### Required action
What is the number of lines in the data below that contain "graph"? Answer with that number and no other words.

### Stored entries

>>>

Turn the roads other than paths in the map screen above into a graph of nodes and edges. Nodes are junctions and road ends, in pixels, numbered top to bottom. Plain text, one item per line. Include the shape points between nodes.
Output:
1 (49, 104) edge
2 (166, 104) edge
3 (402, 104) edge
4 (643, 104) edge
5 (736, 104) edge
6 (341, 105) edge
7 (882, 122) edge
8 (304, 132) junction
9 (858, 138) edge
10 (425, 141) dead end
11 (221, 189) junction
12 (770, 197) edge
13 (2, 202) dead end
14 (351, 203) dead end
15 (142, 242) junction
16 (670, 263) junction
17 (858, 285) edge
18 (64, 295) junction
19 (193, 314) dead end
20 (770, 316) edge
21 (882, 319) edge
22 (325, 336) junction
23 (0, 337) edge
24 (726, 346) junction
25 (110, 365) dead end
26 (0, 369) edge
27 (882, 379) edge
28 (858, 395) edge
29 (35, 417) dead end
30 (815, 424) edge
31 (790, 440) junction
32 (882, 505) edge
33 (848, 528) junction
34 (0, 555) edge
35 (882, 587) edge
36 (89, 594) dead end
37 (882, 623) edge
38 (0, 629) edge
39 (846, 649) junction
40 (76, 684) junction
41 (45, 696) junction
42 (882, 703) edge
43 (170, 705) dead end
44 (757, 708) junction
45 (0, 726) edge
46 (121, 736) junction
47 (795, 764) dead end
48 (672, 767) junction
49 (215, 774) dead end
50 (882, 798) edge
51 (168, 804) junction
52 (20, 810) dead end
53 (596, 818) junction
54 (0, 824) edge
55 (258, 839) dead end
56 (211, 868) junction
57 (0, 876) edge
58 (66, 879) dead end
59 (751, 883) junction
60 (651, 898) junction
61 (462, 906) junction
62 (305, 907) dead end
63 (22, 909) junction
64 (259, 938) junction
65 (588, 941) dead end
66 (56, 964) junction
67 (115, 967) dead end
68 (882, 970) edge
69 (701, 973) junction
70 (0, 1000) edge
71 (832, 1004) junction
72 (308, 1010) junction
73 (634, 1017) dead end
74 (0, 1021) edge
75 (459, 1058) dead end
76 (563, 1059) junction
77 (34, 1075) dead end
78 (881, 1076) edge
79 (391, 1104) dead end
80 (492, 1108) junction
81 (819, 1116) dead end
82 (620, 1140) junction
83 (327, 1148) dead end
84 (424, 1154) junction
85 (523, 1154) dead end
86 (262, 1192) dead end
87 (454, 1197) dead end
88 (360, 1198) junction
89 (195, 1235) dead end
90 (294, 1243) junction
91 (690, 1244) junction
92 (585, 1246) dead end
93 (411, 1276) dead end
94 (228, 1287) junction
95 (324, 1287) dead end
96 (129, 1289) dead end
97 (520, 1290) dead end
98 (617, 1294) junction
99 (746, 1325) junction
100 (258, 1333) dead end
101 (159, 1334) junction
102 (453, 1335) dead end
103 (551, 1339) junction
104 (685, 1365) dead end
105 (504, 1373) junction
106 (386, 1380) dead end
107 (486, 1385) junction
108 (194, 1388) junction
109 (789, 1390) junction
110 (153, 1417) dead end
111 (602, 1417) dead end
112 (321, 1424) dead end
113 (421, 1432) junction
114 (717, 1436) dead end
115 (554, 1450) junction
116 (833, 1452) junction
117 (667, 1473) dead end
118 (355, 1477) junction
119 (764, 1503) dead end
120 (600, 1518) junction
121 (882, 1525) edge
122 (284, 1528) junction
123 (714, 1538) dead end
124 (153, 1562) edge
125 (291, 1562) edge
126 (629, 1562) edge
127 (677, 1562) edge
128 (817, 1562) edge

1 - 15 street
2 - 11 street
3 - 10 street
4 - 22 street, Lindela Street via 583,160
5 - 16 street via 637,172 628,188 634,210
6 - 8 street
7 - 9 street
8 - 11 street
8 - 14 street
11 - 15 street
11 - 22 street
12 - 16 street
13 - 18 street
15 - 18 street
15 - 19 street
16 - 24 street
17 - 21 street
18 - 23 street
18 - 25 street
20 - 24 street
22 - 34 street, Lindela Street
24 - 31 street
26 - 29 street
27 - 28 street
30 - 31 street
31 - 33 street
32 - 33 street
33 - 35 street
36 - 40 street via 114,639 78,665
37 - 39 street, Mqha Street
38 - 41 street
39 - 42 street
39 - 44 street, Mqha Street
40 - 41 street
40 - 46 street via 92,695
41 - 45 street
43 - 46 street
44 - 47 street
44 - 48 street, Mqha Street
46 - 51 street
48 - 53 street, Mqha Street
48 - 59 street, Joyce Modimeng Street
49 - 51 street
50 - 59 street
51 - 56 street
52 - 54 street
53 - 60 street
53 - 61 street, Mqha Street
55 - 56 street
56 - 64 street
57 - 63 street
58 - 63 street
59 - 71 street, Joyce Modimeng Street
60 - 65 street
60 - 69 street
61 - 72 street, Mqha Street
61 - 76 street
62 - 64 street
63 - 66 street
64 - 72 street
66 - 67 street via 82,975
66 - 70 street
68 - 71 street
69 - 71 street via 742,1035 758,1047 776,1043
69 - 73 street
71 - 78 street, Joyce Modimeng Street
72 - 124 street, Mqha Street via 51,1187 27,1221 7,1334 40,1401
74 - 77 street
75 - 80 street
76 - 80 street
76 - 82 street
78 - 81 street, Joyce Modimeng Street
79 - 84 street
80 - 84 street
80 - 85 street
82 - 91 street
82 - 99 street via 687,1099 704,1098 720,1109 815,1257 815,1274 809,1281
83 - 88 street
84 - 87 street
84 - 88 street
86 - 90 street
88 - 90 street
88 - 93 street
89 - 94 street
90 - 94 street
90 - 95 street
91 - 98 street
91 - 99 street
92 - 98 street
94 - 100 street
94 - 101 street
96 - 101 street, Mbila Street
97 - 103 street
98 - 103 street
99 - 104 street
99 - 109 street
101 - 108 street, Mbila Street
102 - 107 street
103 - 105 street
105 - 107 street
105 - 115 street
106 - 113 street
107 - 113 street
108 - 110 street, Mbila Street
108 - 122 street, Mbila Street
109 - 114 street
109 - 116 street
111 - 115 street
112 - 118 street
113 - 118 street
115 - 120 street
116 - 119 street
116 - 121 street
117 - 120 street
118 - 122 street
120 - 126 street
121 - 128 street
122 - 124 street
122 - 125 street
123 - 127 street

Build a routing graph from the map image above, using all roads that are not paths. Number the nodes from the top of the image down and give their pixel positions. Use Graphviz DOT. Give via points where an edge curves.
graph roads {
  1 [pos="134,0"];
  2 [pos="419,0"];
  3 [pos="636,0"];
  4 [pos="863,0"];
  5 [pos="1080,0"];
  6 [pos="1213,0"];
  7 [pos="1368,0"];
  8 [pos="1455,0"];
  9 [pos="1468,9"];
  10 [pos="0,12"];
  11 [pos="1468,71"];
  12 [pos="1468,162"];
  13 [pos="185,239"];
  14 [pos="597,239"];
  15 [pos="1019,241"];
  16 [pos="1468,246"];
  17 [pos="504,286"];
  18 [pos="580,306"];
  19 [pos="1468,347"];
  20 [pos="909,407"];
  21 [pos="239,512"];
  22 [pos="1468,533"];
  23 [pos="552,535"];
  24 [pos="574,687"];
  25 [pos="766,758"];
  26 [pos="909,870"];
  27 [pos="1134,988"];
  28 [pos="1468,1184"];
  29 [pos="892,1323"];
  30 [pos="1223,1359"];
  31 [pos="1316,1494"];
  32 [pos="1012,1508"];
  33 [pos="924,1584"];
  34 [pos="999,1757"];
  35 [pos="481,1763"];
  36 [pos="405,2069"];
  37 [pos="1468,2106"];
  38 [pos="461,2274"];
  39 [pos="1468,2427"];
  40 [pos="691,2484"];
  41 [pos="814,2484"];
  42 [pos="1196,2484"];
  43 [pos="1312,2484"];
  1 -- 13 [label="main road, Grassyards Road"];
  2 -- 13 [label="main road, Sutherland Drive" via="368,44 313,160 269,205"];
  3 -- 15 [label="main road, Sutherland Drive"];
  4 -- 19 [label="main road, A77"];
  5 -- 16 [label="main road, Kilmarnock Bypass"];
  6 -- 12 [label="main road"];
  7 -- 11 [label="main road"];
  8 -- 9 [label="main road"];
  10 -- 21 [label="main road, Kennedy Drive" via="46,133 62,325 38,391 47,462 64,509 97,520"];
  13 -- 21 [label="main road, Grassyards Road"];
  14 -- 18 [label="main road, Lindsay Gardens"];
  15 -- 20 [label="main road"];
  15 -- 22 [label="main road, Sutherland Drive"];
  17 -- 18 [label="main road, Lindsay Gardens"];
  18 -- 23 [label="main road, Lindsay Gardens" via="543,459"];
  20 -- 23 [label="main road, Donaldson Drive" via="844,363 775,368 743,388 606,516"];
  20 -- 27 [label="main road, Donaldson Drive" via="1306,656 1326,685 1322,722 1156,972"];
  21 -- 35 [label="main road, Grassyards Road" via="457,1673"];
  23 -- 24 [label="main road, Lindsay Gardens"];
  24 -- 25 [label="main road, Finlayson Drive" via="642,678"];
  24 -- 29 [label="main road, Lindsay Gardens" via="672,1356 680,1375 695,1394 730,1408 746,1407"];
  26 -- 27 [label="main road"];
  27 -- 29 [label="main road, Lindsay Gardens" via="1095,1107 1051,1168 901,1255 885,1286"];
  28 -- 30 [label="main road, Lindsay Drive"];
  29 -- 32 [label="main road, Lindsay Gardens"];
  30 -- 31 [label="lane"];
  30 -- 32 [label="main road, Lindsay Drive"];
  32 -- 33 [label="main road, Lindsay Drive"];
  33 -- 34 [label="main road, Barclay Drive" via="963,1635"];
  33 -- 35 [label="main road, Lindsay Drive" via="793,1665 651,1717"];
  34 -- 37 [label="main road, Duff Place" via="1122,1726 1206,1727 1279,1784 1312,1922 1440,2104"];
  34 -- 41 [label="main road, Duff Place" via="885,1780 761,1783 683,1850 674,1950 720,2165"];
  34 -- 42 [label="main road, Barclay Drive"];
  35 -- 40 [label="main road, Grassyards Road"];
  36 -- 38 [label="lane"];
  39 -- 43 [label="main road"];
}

<<<

### Solution for this task
3